System Design
Basics
- SQL, noSQL
- Concurrency
- Threads, deadlock, starvation
- read/write locks
- Networking
- Routers/Switches
- TCP vs UDP
- File Systems
- OS, file system, database
- levels of caching in modern OS
Terminologies
Replication
Replication refers to frequently copying the data across multiple machines. Post replication, multiple copies of the data exists across machines. This might help in case one or more of the machines die due to some failure.
Consistency
Assuming you have a storage system which has more than one machine, consistency implies that the data is same across the cluster, so you can read or write to/from any node and get the same data. Eventual consistency : Exactly what the name suggests. In a cluster, if multiple machines store the same data, an eventual consistent model implies that all machines will have the same data eventually. Its possible that at a given instance, those machines have different versions of the same data ( temporarily inconsistent ) but they will eventually reach a state where they have the same data.
Availability
In the context of a database cluster, Availability refers to the ability to always respond to queries ( read or write ) irrespective of nodes going down.
Partition Tolerance
In the context of a database cluster, cluster continues to function even if there is a “partition” (communications break) between two nodes (both nodes are up, but can’t communicate).
Vertical scaling and Horizontal scaling
In simple terms, to scale horizontally is adding more servers. To scale vertically is to increase the resources of the server ( RAM, CPU, storage, etc. ). Example: Lets say you own a restaurant which is now exceeding its seating capacity. One way of accomodating more people ( scaling ) would be to add more and more chairs (scaling vertically). However since the space is limited, you won’t be able to add more chairs once the space is full. Another way of scaling would be to open new branches of the restaurant ( horizontal scaling ). Source : http://stackoverflow.com/questions/5401992/what-does-scale-horizontally-and-scale-vertically-mean
Sharding
With most huge systems, data does not fit on a single machine.
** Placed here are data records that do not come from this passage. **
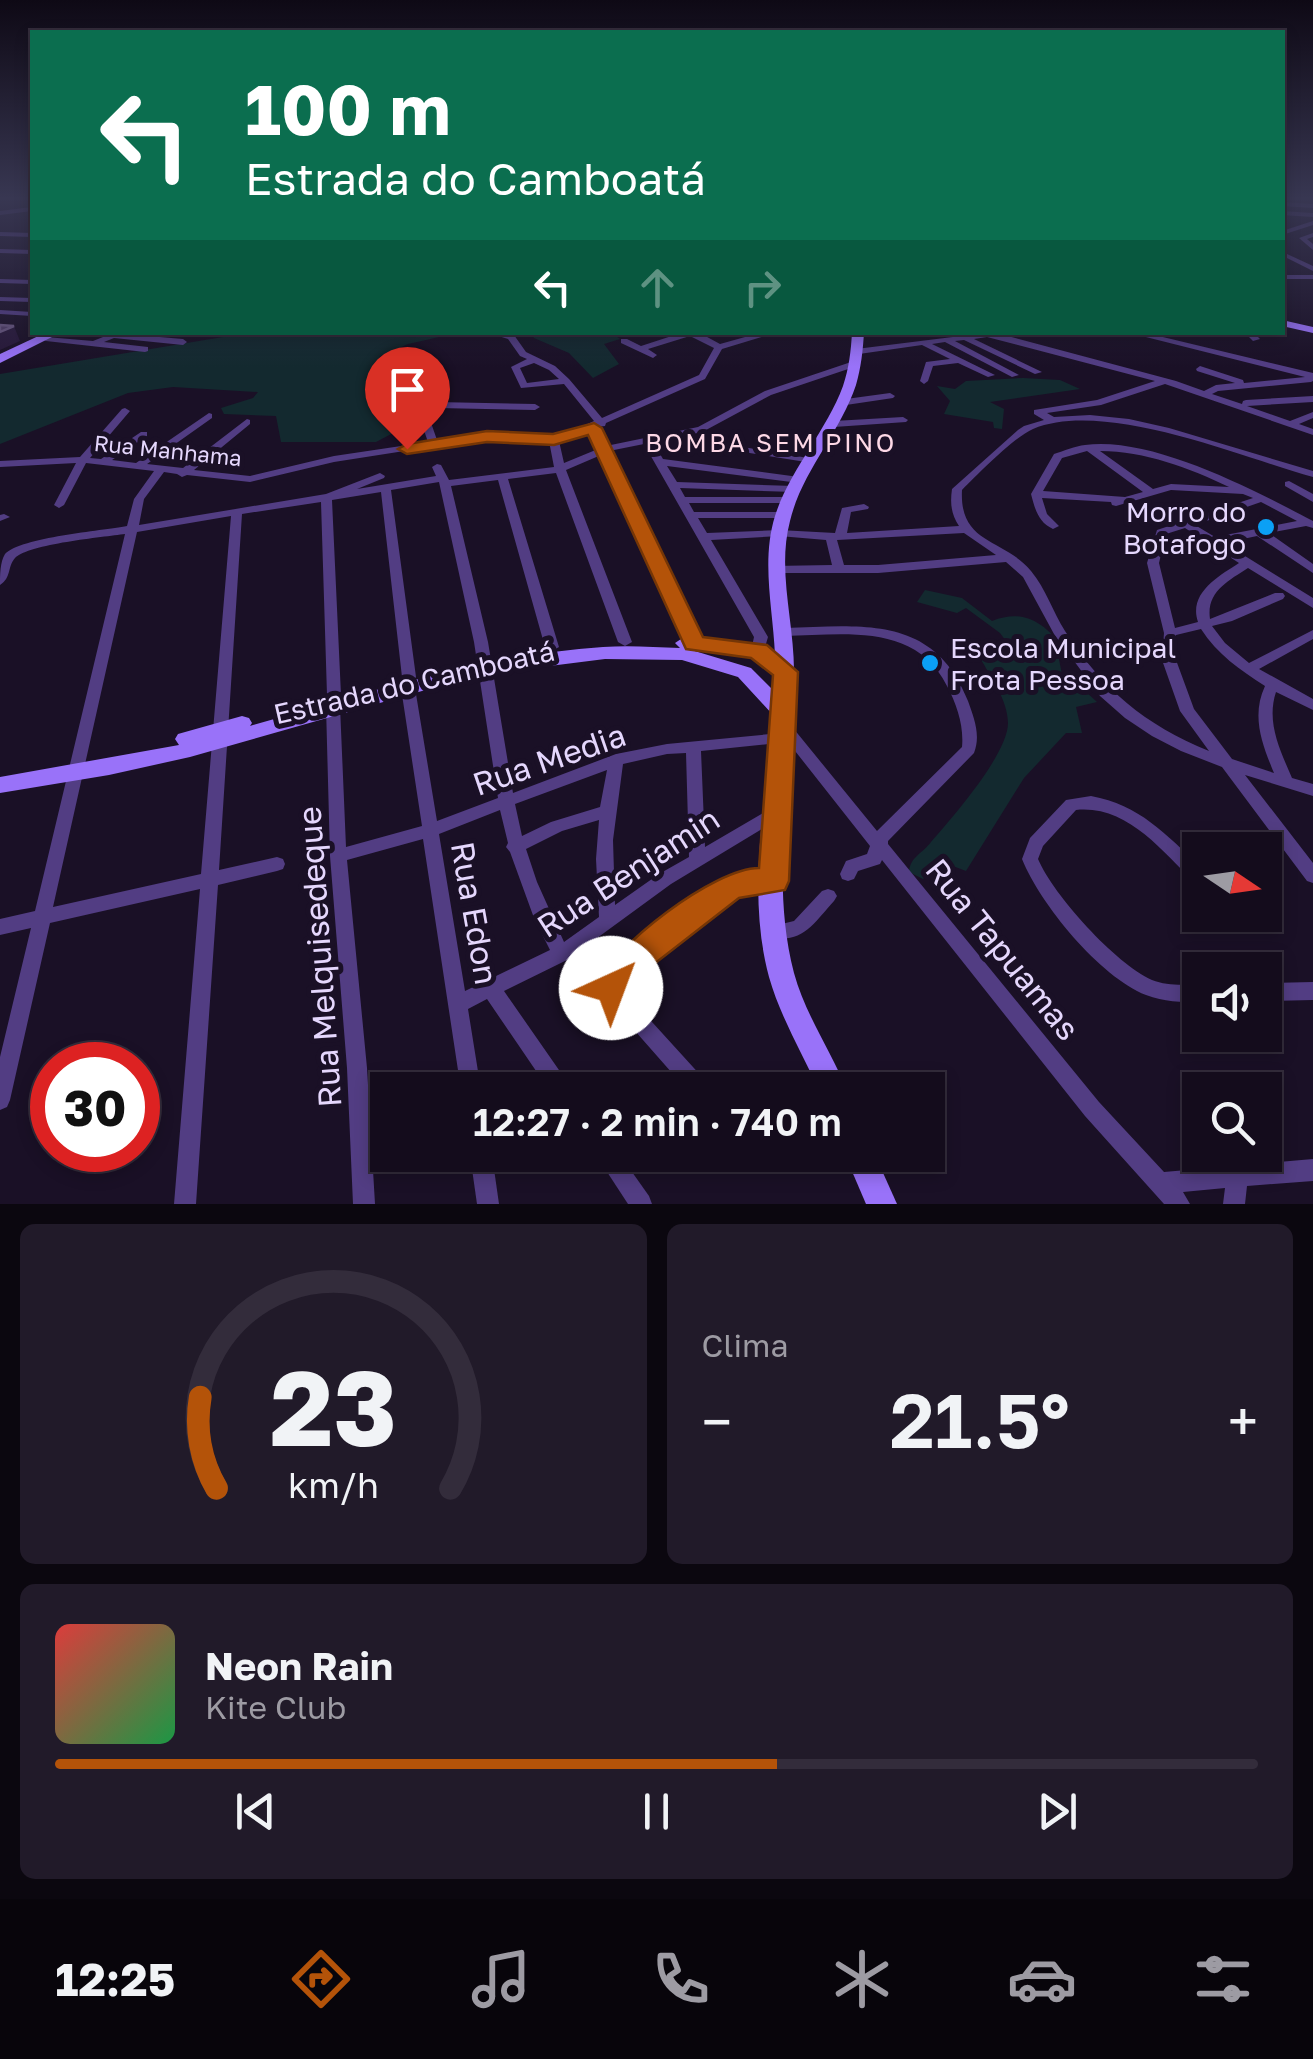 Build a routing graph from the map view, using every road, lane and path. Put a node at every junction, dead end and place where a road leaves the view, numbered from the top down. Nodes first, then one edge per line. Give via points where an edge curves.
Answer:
1 (1285, 255) edge
2 (1313, 269) edge
3 (1286, 277) edge
4 (1313, 277) edge
5 (0, 281) edge
6 (30, 282) edge
7 (1304, 288) dead end
8 (0, 298) edge
9 (30, 300) edge
10 (0, 312) edge
11 (30, 314) edge
12 (1285, 324) edge
13 (1313, 330) edge
14 (51, 335) edge
15 (504, 335) edge
16 (686, 335) edge
17 (696, 335) edge
18 (763, 335) edge
19 (858, 335) edge
20 (981, 335) edge
21 (998, 335) edge
22 (1142, 335) edge
23 (966, 338) junction
24 (947, 340) junction
25 (624, 341) dead end
26 (182, 342) dead end
27 (922, 343) junction
28 (94, 344) junction
29 (719, 347) junction
30 (145, 349) dead end
31 (642, 349) junction
32 (652, 355) dead end
33 (858, 357) junction
34 (0, 358) edge
35 (533, 360) junction
36 (958, 360) junction
37 (1200, 369) dead end
38 (1038, 372) dead end
39 (1015, 374) dead end
40 (1216, 374) junction
41 (991, 375) dead end
42 (1313, 377) edge
43 (566, 381) junction
44 (924, 381) dead end
45 (1168, 382) junction
46 (1248, 385) junction
47 (1206, 394) junction
48 (890, 396) dead end
49 (1313, 399) edge
50 (1288, 400) junction
51 (846, 402) junction
52 (1098, 403) junction
53 (1237, 404) junction
54 (535, 407) dead end
55 (125, 411) dead end
56 (1313, 413) edge
57 (208, 416) dead end
58 (903, 420) dead end
59 (248, 422) dead end
60 (1056, 422) junction
61 (1116, 422) junction
62 (1294, 423) junction
63 (834, 424) junction
64 (598, 426) junction
65 (701, 430) junction
66 (1313, 432) edge
67 (144, 434) dead end
68 (554, 439) junction
69 (648, 440) junction
70 (434, 446) junction
71 (1087, 447) junction
72 (605, 449) junction
73 (508, 457) dead end
74 (82, 460) junction
75 (103, 462) junction
76 (660, 462) junction
77 (808, 462) junction
78 (0, 464) edge
79 (138, 466) junction
80 (560, 469) junction
81 (160, 471) junction
82 (182, 474) junction
83 (1313, 474) edge
84 (380, 476) dead end
85 (507, 476) junction
86 (440, 477) junction
87 (1289, 484) dead end
88 (674, 485) junction
89 (386, 490) junction
90 (1148, 490) junction
91 (1036, 494) junction
92 (1255, 495) junction
93 (791, 496) junction
94 (1313, 499) edge
95 (326, 500) junction
96 (683, 500) junction
97 (59, 505) dead end
98 (864, 507) dead end
99 (237, 515) junction
100 (693, 515) junction
101 (1183, 522) junction
102 (1311, 524) edge
103 (1053, 526) dead end
104 (966, 529) junction
105 (132, 530) junction
106 (779, 532) junction
107 (1259, 532) junction
108 (705, 537) junction
109 (836, 537) junction
110 (1215, 541) junction
111 (1007, 558) junction
112 (1248, 562) junction
113 (777, 569) junction
114 (839, 570) junction
115 (1313, 570) edge
116 (0, 581) edge
117 (1278, 596) dead end
118 (1310, 598) edge
119 (1202, 626) junction
120 (1170, 633) junction
121 (1313, 634) edge
122 (785, 636) junction
123 (626, 642) junction
124 (552, 647) junction
125 (707, 649) junction
126 (760, 652) junction
127 (485, 666) junction
128 (1250, 668) junction
129 (785, 672) junction
130 (409, 683) junction
131 (764, 684) junction
132 (1272, 684) junction
133 (333, 700) junction
134 (1313, 705) edge
135 (784, 726) junction
136 (218, 736) junction
137 (693, 746) junction
138 (616, 760) junction
139 (1225, 765) junction
140 (74, 767) junction
141 (0, 774) edge
142 (1286, 782) junction
143 (0, 785) edge
144 (1313, 790) edge
145 (505, 804) junction
146 (606, 812) junction
147 (776, 813) junction
148 (428, 831) junction
149 (879, 841) junction
150 (514, 847) junction
151 (338, 856) junction
152 (697, 859) junction
153 (1182, 860) edge
154 (277, 864) dead end
155 (854, 868) dead end
156 (1313, 876) edge
157 (206, 881) junction
158 (774, 881) junction
159 (828, 896) dead end
160 (41, 919) junction
161 (608, 920) junction
162 (0, 927) edge
163 (775, 932) junction
164 (560, 954) junction
165 (492, 990) junction
166 (1313, 991) edge
167 (1182, 992) edge
168 (1282, 992) edge
169 (458, 1004) junction
170 (468, 1072) edge
171 (549, 1072) edge
172 (684, 1072) edge
173 (825, 1072) edge
174 (0, 1100) edge
175 (1313, 1170) edge
176 (483, 1172) edge
177 (618, 1172) edge
178 (868, 1172) edge
179 (1238, 1175) junction
180 (1158, 1183) junction
181 (185, 1204) edge
182 (364, 1204) edge
183 (488, 1204) edge
184 (641, 1204) edge
185 (882, 1204) edge
186 (1179, 1204) edge
187 (1234, 1204) edge

1 - 2 street
3 - 4 street
3 - 7 street
5 - 6 street
8 - 9 street
10 - 11 street
12 - 13 main road
14 - 28 street
14 - 34 main road
15 - 35 street
16 - 31 street
17 - 29 street
18 - 29 street
19 - 33 main road
20 - 23 street
21 - 45 street
22 - 42 street
23 - 24 street
23 - 38 street
24 - 27 street
24 - 39 street
25 - 31 street
26 - 28 street via 113,335
27 - 33 street
27 - 36 street
28 - 30 street
29 - 64 street, Rua Manhama via 702,376
31 - 32 street
33 - 51 main road
33 - 65 street via 768,393
35 - 43 street
35 - 43 street via 515,367 526,387
36 - 41 street
36 - 44 street via 929,364
37 - 40 street
40 - 45 street
40 - 46 street
42 - 46 street
43 - 64 street
45 - 47 street
45 - 52 street
46 - 47 street
47 - 53 street
48 - 51 street
49 - 50 street
50 - 53 street
50 - 56 street
51 - 63 main road
52 - 60 street via 1037,412
52 - 61 street
53 - 62 street
54 - 70 street via 436,405 424,416
55 - 74 street
56 - 62 street
57 - 79 street
58 - 63 street
59 - 82 street
60 - 61 street
60 - 104 street via 1023,430 957,488 956,519
61 - 83 street via 1168,430
62 - 66 street
63 - 77 main road
64 - 68 street, Rua Manhama
64 - 72 street
65 - 69 street
65 - 77 street via 709,444
67 - 75 street
68 - 70 street, Rua Manhama via 495,436
68 - 80 street
69 - 72 street
69 - 76 street
70 - 82 street, Rua Manhama via 323,461 259,478
71 - 90 street
71 - 91 street via 1058,456
71 - 92 street via 1180,464
72 - 80 street
72 - 125 street
73 - 85 street
74 - 75 street, Rua Manhama
74 - 78 street, Rua Manhama
74 - 97 street
75 - 79 street, Rua Manhama
76 - 88 street
76 - 93 street
77 - 93 main road
79 - 81 street, Rua Manhama
80 - 85 street
80 - 123 street
81 - 82 street, Rua Manhama
81 - 105 street via 138,499
84 - 95 street
85 - 86 street
85 - 124 street
86 - 89 street
86 - 127 street
87 - 94 street
88 - 93 street
88 - 96 street
89 - 95 street
89 - 130 street, Rua Edon
90 - 91 street via 1118,501
90 - 92 street
91 - 103 street
92 - 101 street
92 - 102 street
93 - 96 street
93 - 100 street
93 - 106 main road
95 - 99 street
95 - 133 street, Rua Melquisedeque
96 - 100 street
98 - 109 street via 846,510
99 - 105 street
99 - 136 street
100 - 108 street
101 - 110 street
101 - 120 street via 1160,532 1154,549
102 - 107 street
104 - 109 street
104 - 111 street
105 - 116 street via 28,546 9,558
105 - 140 street
106 - 108 street
106 - 109 street
106 - 113 main road
107 - 110 street
107 - 115 street
108 - 126 street via 761,638
109 - 114 street
110 - 112 street
111 - 114 street
111 - 139 street via 1027,572 1056,627 1116,708
112 - 118 street
112 - 119 street via 1208,592
113 - 114 street
113 - 122 main road
117 - 119 street
119 - 120 street
119 - 128 street
120 - 139 street via 1170,660 1186,711
121 - 128 street
122 - 126 main road
122 - 129 main road
122 - 149 street via 895,635 930,650 952,678 969,725 969,749
123 - 124 main road, Estrada do Camboatá
123 - 125 main road, Estrada do Camboatá
124 - 127 main road, Estrada do Camboatá
125 - 126 main road, Estrada do Camboatá
125 - 127 main road, Estrada do Camboatá
125 - 131 main road, Estrada do Camboatá
126 - 129 main road
127 - 130 main road, Estrada do Camboatá
127 - 145 street
128 - 132 street
129 - 131 main road
129 - 135 main road
130 - 133 main road, Estrada do Camboatá
130 - 148 street, Rua Edon
131 - 135 main road
132 - 134 street
132 - 142 street via 1263,714
133 - 136 main road, Estrada do Camboatá
133 - 151 street, Rua Melquisedeque
135 - 137 street, Rua Media
135 - 147 main road
135 - 149 street, Rua Tapuamas
136 - 140 main road, Estrada do Camboatá
136 - 157 street
137 - 138 street, Rua Media
137 - 152 street
138 - 145 street, Rua Media
138 - 146 street
139 - 142 street
139 - 156 street
140 - 141 main road, Estrada do Camboatá
140 - 143 main road, Estrada do Camboatá
140 - 160 street
142 - 144 street
145 - 148 street, Rua Media
145 - 150 street
146 - 150 street
146 - 161 street
147 - 152 street, Rua Benjamin
147 - 158 main road
148 - 151 street, Rua Media
148 - 169 street, Rua Edon
149 - 155 street via 874,859
149 - 180 street, Rua Tapuamas
150 - 164 street
151 - 182 street, Rua Melquisedeque
152 - 161 street, Rua Benjamin
153 - 167 street via 1116,806 1098,802 1072,804 1030,859 1041,886 1125,972 1162,991
154 - 157 street
157 - 160 street
157 - 181 street
158 - 163 main road
158 - 172 street via 728,888 612,981 613,992
159 - 163 street via 799,928
160 - 162 street
160 - 174 street
161 - 164 street, Rua Benjamin
163 - 173 main road via 787,989
164 - 165 street, Rua Benjamin
165 - 169 street, Rua Benjamin
165 - 171 street
166 - 168 street
169 - 170 street, Rua Edon
175 - 179 street
176 - 183 street
177 - 184 street
178 - 185 main road
179 - 180 street
179 - 187 street
180 - 186 street, Rua Tapuamas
In such cases, sharding refers to splitting the very large database into smaller, faster and more manageable parts called data shards.
CAP Theorem
It is impossible to simultaneously guarantee the following:
- Consistency
- Availability
- Partition Tolerance
Approaching System Design Questions
- Feature Clarification (2 minutes)
- Estimations
- Does the data fit in one machine/database?
- Can the cache fit on one machine/database?
- Design Goals
- Can data loss be tolerated?
- Skeleton of design
- Discuss high-level components; go into deep dive only on request
Caching
Types
- Write-through - write to both cache and db at the same time,
before confirming write completion
- Write latency is higher
- but re-reading writes and reads is fast
- Write-around - write to db, missing cache
- cache must fetch reads from db on first try
- higher read latency
- Write-back - I/O completion sent when data written to cache
- cache writes to db
- might lose data
- allieviated with replicates
Implementing LRU caching
Hashtable + Doubly-linked list Key -> Pointer to node in doubly linked list Each time it is accessed, move node to head of doubly-linked list Evicting keys: If adding new item, and it is full, remove tail of list,
SAS/SSD
- used for I/O over SATA (7.5krpm)
Implementing TinyURL
Feature Clarification
- Shorten a URL
- Expand a slug into a URL
- Allow users to pick a custom URL
Data Estimation
- Assume tinyURL load, 100M new writes per month
- Then, in 5 years, 6B writes.
- To handle 6B slugs, assuming we’re using [A-z][a-z][0-9] 62^k > 6*10^9
- slugs need just 6 characters, 6 bytes.
- Slugs will take up 36GB.
- Assume 500 bytes for a URL, URLs will take up 3TB.
- It is reasonable to store all of this on a single machine.
- But large amounts of reads and writes going to one machine can cause deadlock
- Master-slave replication
Design Goals
Latency | Consistency | Availability |
---|---|---|
Yes | Yes | C > A |
Design API
- shortenURL(url)
- expandURL(hash)
Computing the Hash
convert_to_base_62(md5(url + salt))[:6]
Stateless application servers
load balancers ensure application is available when a server dies, and client knows which server to talk to
Implementing Search
Implementing a distributed key-store
- Data can’t fit onto one machine
- So now the choice is between consistency and availability
- Perform some estimations